Good morning. Good Monday. Good markets. Welcome back to the week ahead on Wall Street and a look at what investors need to know for the next five days.
The last week of March doesn't have much on the docket in terms of expected corporate news. However, there are plenty of important events happening in Washington that could go a long way toward determining what kind of a week, and maybe even what kind of a year, we end up having.
As CNBC's Patti Domm pointed out last week, Wall Street is pretty much at Washington's mercy. Remember the good old days when the market used to freak out about every little utterance from the Federal Reserve?
That's over. Now, it's all about Congress, Trump, health care, taxes — and all things political.
This week's significant events: Monday likely will feature more talk about the fate of the GOP's American Health Care Act; on Tuesday, the House Intelligence Committee will hold a hearing about possible collusion between the Donald Trump presidential campaign and Russia, while the Congressional Budget Office on Wednesday will analyze the Trump budgetary proposals for taxes and spending.

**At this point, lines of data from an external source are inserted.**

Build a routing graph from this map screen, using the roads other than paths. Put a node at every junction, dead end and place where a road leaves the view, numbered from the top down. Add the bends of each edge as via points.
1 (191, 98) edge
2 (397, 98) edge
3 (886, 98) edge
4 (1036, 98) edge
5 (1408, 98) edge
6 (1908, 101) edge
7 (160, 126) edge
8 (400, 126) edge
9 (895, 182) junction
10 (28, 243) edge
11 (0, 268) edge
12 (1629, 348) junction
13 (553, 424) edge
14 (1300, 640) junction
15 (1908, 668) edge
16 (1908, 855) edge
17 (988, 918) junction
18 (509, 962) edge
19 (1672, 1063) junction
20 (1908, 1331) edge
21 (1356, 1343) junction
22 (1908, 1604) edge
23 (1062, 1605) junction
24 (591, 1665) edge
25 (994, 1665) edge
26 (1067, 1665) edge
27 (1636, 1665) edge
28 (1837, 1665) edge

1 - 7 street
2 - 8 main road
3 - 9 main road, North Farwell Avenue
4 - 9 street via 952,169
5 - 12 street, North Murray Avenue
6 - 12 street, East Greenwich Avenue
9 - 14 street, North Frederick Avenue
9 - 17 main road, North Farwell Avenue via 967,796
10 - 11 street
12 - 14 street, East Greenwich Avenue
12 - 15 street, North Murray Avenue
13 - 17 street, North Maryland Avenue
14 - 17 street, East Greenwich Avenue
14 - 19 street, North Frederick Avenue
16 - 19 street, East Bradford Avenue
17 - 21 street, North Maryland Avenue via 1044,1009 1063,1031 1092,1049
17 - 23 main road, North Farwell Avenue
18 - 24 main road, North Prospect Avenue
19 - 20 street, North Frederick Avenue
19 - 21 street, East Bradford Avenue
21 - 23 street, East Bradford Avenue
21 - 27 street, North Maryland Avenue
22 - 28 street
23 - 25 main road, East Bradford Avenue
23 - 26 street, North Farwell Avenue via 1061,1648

Though the Russian thing in particular has no direct relation to the markets, it's all part of a broader picture where Wall Street is worried about Washington instability that could derail the president's pro-growth agenda.
In particular, watch the CBO's "scoring" of the budget for how this will affect you as a taxpayer.
How do you really feel about the economy? Are you psyched, cautiously optimistic or just kind of ... meh?
We'll learn more Wednesday about the sentiment on Main Street when the University of Michigan releases its monthly consumer confidence survey. Earlier that day, the closely watched Case-Shiller home price survey also hits, giving an indicator of which way home prices are heading and whether it's a good time to be a buyer or a seller.
Later in the week, there's more about home sales Wednesday, then another look at how much the economy grew in the fourth quarter. Finally, on Friday we'll get to learn how much Americans have been making — and shelling out — when the personal income and spending numbers are released.
The market's at an interesting crossroads: The Trump win propelled a big market surge, but things have cooled off considerably as of late.
We asked Michael Yoshikami, CEO and founder of Destination Wealth Management, what he'd be telling investors who confused over what to do in such a volatile environment. He warned that trying to "time" the market is "virtually impossible to win," but he thinks it's worthwhile to get a little "defensive" when it comes to owning stocks right now: "I think you're going to want to have some (companies) that have dividends, that have some cash flow."
"When people come up to us and say, 'I have cash. Should I invest all my money in the stock market going up?" my answer is, I would be very cautious, and if I put my money in (stocks), I would be putting it in over a period of time that would stretch out into months rather than days or weeks."
In other words, be careful — be very careful.